***** SUPPLIED INFORMATION

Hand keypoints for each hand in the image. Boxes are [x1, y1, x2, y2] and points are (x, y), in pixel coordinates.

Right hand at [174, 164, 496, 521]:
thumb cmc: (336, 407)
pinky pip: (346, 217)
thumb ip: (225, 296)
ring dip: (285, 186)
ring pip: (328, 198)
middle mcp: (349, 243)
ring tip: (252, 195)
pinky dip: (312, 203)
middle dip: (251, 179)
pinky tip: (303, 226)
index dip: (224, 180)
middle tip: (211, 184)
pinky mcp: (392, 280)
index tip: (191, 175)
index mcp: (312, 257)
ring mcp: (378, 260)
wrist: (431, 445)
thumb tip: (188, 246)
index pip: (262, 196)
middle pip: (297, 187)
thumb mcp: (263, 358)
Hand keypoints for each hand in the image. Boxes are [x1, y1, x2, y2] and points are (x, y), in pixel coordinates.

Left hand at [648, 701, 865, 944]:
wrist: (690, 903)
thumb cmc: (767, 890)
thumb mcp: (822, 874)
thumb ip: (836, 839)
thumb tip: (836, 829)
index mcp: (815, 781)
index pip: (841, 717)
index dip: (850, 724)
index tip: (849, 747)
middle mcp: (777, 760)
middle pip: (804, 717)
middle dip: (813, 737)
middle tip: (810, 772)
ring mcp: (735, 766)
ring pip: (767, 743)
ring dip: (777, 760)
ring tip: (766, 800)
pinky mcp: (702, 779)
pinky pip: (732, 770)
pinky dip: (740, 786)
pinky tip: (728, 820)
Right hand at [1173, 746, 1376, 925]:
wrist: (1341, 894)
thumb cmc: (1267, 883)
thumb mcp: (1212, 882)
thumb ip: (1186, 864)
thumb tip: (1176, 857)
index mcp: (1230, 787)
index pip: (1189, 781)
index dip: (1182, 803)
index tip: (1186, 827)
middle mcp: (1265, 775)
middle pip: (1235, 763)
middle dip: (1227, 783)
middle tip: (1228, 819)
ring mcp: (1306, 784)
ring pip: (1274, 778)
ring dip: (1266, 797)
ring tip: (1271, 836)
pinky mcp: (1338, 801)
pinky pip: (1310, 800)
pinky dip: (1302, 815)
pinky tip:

**********

• PROBLEM TO SOLVE: Each line above that includes the word "index" is to be copied.

• RESPONSE:
index dip: (224, 180)
index tip: (191, 175)
index mcp: (312, 257)
index pip: (262, 196)
index mcp: (815, 781)
index pip: (841, 717)
index dip: (850, 724)
index tip: (849, 747)
index mcp: (1230, 787)
index pip: (1189, 781)
index dip: (1182, 803)
index tip: (1186, 827)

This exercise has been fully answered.